Records shown
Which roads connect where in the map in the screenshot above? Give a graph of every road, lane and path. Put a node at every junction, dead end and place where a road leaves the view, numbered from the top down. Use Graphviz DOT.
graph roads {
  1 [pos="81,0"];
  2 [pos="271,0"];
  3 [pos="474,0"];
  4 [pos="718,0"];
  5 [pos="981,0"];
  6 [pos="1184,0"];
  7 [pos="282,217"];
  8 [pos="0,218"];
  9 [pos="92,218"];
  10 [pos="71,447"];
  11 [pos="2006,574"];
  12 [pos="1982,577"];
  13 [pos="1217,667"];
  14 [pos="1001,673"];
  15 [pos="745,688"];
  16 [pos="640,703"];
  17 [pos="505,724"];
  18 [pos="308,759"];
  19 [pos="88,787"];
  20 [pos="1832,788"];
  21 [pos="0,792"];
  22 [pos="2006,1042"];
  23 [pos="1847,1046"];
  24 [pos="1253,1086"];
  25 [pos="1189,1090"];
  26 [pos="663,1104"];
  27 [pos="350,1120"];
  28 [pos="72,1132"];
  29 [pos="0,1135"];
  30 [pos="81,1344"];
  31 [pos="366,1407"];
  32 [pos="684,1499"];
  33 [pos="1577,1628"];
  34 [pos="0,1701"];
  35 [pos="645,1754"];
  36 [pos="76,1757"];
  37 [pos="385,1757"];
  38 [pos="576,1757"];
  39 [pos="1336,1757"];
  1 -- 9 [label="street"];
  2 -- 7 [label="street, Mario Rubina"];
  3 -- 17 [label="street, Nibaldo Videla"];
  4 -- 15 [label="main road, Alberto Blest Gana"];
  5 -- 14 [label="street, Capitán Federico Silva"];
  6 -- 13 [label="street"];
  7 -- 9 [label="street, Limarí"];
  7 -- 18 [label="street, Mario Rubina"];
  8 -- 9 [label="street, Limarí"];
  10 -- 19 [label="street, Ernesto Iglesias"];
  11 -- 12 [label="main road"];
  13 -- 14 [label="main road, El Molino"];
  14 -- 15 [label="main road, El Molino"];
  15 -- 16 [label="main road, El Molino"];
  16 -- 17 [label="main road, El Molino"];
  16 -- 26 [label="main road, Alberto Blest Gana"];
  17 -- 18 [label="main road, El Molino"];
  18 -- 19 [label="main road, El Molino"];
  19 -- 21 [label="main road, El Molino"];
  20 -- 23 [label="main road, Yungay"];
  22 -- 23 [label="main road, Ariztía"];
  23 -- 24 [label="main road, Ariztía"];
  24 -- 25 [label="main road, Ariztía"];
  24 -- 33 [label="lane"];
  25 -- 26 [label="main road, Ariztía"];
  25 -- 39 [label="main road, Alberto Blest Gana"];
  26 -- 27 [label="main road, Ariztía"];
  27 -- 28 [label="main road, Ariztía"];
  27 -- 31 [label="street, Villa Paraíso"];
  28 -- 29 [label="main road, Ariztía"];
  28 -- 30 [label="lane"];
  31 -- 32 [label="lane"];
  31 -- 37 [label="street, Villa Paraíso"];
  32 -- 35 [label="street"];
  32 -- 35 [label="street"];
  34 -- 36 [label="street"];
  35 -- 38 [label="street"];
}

Aim of the exercise
Retype the entries one by one, exactly.

Reply
Which roads connect where in the map in the screenshot above? Give a graph of every road, lane and path. Put a node at every junction, dead end and place where a road leaves the view, numbered from the top down. Use Graphviz DOT.
graph roads {
  1 [pos="81,0"];
  2 [pos="271,0"];
  3 [pos="474,0"];
  4 [pos="718,0"];
  5 [pos="981,0"];
  6 [pos="1184,0"];
  7 [pos="282,217"];
  8 [pos="0,218"];
  9 [pos="92,218"];
  10 [pos="71,447"];
  11 [pos="2006,574"];
  12 [pos="1982,577"];
  13 [pos="1217,667"];
  14 [pos="1001,673"];
  15 [pos="745,688"];
  16 [pos="640,703"];
  17 [pos="505,724"];
  18 [pos="308,759"];
  19 [pos="88,787"];
  20 [pos="1832,788"];
  21 [pos="0,792"];
  22 [pos="2006,1042"];
  23 [pos="1847,1046"];
  24 [pos="1253,1086"];
  25 [pos="1189,1090"];
  26 [pos="663,1104"];
  27 [pos="350,1120"];
  28 [pos="72,1132"];
  29 [pos="0,1135"];
  30 [pos="81,1344"];
  31 [pos="366,1407"];
  32 [pos="684,1499"];
  33 [pos="1577,1628"];
  34 [pos="0,1701"];
  35 [pos="645,1754"];
  36 [pos="76,1757"];
  37 [pos="385,1757"];
  38 [pos="576,1757"];
  39 [pos="1336,1757"];
  1 -- 9 [label="street"];
  2 -- 7 [label="street, Mario Rubina"];
  3 -- 17 [label="street, Nibaldo Videla"];
  4 -- 15 [label="main road, Alberto Blest Gana"];
  5 -- 14 [label="street, Capitán Federico Silva"];
  6 -- 13 [label="street"];
  7 -- 9 [label="street, Limarí"];
  7 -- 18 [label="street, Mario Rubina"];
  8 -- 9 [label="street, Limarí"];
  10 -- 19 [label="street, Ernesto Iglesias"];
  11 -- 12 [label="main road"];
  13 -- 14 [label="main road, El Molino"];
  14 -- 15 [label="main road, El Molino"];
  15 -- 16 [label="main road, El Molino"];
  16 -- 17 [label="main road, El Molino"];
  16 -- 26 [label="main road, Alberto Blest Gana"];
  17 -- 18 [label="main road, El Molino"];
  18 -- 19 [label="main road, El Molino"];
  19 -- 21 [label="main road, El Molino"];
  20 -- 23 [label="main road, Yungay"];
  22 -- 23 [label="main road, Ariztía"];
  23 -- 24 [label="main road, Ariztía"];
  24 -- 25 [label="main road, Ariztía"];
  24 -- 33 [label="lane"];
  25 -- 26 [label="main road, Ariztía"];
  25 -- 39 [label="main road, Alberto Blest Gana"];
  26 -- 27 [label="main road, Ariztía"];
  27 -- 28 [label="main road, Ariztía"];
  27 -- 31 [label="street, Villa Paraíso"];
  28 -- 29 [label="main road, Ariztía"];
  28 -- 30 [label="lane"];
  31 -- 32 [label="lane"];
  31 -- 37 [label="street, Villa Paraíso"];
  32 -- 35 [label="street"];
  32 -- 35 [label="street"];
  34 -- 36 [label="street"];
  35 -- 38 [label="street"];
}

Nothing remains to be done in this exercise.